» EXERCISE REQUIREMENTS
I need every line of the material below that includes the string "strokeStyle".

» EXCERPTED RECORDS
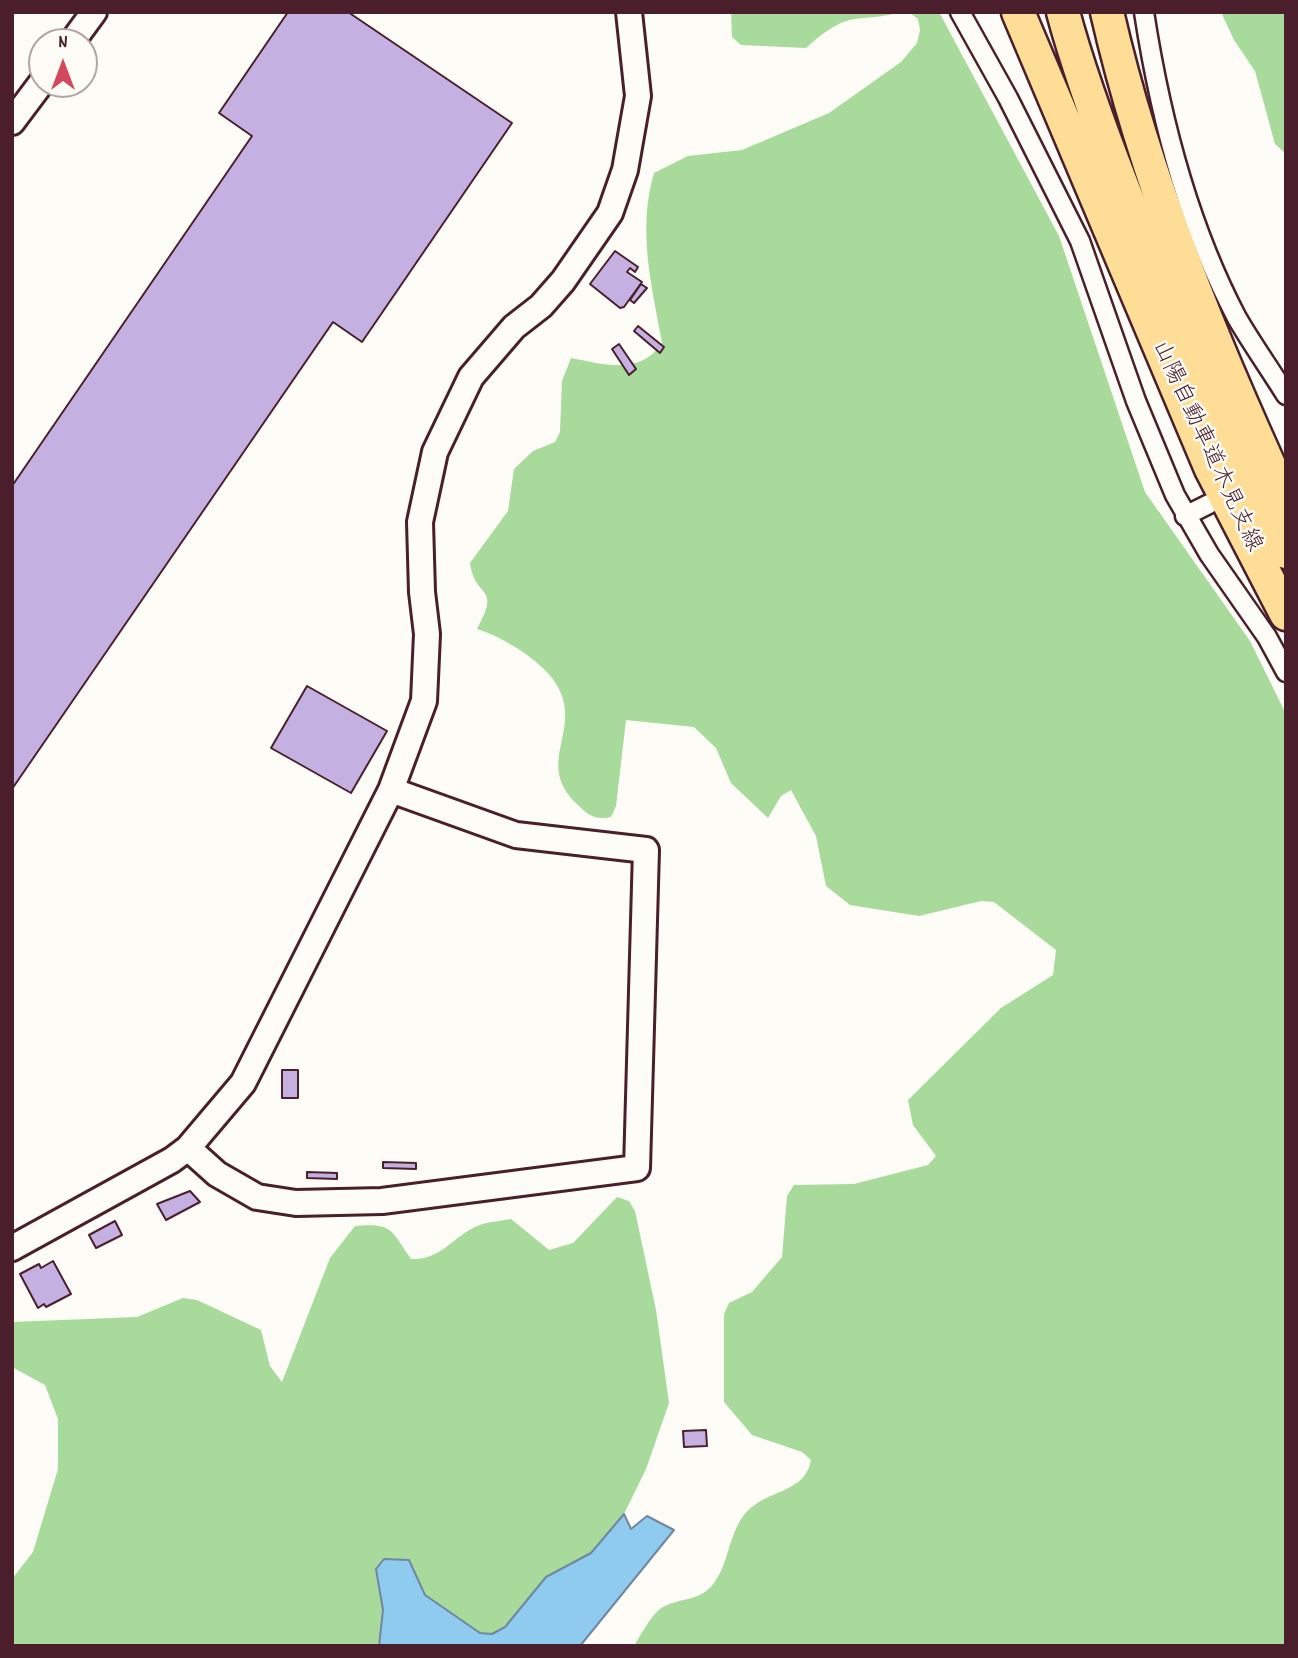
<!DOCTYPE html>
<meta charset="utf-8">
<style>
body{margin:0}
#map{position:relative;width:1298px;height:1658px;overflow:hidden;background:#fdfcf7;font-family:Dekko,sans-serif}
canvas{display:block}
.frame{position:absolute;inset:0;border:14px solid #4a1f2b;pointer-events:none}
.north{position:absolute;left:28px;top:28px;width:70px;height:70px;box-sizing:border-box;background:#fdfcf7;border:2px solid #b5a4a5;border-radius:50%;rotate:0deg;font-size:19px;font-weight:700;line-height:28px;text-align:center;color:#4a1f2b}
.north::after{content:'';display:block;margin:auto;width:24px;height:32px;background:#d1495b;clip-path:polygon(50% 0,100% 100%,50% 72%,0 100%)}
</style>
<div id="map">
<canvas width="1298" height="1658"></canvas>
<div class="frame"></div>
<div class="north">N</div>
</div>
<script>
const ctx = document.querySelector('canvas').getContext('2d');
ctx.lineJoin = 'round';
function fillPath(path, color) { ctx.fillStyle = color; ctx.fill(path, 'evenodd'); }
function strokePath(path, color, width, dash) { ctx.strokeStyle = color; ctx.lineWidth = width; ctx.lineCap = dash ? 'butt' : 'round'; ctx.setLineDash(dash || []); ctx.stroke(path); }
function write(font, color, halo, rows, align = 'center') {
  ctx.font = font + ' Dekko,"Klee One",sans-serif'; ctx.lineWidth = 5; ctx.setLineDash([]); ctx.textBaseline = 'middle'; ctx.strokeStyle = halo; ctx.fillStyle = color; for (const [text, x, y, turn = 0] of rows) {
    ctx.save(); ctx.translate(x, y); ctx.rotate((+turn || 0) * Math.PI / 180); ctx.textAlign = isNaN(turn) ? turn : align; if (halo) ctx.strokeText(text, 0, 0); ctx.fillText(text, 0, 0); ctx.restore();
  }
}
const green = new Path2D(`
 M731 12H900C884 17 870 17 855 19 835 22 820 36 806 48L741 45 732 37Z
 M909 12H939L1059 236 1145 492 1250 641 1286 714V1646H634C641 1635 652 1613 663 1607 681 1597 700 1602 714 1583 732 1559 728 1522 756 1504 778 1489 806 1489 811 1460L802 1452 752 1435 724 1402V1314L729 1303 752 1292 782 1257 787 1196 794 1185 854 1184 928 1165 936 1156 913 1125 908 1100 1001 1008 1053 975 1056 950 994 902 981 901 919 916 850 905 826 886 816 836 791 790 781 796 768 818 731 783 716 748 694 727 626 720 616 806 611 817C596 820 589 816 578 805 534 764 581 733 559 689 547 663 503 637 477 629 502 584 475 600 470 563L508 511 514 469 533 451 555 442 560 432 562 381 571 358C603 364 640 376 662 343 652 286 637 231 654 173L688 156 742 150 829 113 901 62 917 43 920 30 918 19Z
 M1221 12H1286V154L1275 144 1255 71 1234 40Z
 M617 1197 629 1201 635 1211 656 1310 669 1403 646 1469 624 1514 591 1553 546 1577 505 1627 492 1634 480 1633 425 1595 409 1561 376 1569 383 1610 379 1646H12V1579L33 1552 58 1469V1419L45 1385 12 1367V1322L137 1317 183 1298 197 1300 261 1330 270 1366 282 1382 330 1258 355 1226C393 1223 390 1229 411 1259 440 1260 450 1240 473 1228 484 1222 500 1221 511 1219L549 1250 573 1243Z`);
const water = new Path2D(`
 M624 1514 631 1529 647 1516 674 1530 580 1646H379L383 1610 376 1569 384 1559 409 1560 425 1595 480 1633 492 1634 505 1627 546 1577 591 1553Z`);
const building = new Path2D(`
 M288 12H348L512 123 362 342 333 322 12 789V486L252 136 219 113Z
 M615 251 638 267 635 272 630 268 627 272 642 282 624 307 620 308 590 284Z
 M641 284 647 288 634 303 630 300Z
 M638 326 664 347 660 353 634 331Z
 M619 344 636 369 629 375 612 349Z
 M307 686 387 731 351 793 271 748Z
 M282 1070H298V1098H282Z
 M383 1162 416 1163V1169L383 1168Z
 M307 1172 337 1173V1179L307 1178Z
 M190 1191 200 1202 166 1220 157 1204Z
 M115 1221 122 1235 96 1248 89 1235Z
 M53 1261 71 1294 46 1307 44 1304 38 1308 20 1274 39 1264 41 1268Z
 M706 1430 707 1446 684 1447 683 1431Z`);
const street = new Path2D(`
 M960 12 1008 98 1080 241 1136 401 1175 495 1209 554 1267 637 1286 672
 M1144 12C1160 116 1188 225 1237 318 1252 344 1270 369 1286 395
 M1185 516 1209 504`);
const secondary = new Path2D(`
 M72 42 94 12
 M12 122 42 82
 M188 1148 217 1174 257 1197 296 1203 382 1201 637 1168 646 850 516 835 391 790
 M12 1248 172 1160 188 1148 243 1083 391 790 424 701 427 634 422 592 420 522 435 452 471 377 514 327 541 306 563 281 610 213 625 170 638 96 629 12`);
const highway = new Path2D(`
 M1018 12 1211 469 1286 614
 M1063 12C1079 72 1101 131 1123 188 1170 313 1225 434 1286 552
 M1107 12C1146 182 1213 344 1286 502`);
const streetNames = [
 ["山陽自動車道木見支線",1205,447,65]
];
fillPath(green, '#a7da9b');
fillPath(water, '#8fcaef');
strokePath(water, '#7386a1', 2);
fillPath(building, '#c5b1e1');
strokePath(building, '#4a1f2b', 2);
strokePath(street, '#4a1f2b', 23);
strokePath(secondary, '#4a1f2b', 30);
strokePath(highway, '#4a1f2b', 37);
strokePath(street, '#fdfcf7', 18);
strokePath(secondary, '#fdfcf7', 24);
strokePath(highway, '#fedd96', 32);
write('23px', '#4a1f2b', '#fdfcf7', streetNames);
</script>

» ANSWER SECTION
function strokePath(path, color, width, dash) { ctx.strokeStyle = color; ctx.lineWidth = width; ctx.lineCap = dash ? 'butt' : 'round'; ctx.setLineDash(dash || []); ctx.stroke(path); }
  ctx.font = font + ' Dekko,"Klee One",sans-serif'; ctx.lineWidth = 5; ctx.setLineDash([]); ctx.textBaseline = 'middle'; ctx.strokeStyle = halo; ctx.fillStyle = color; for (const [text, x, y, turn = 0] of rows) {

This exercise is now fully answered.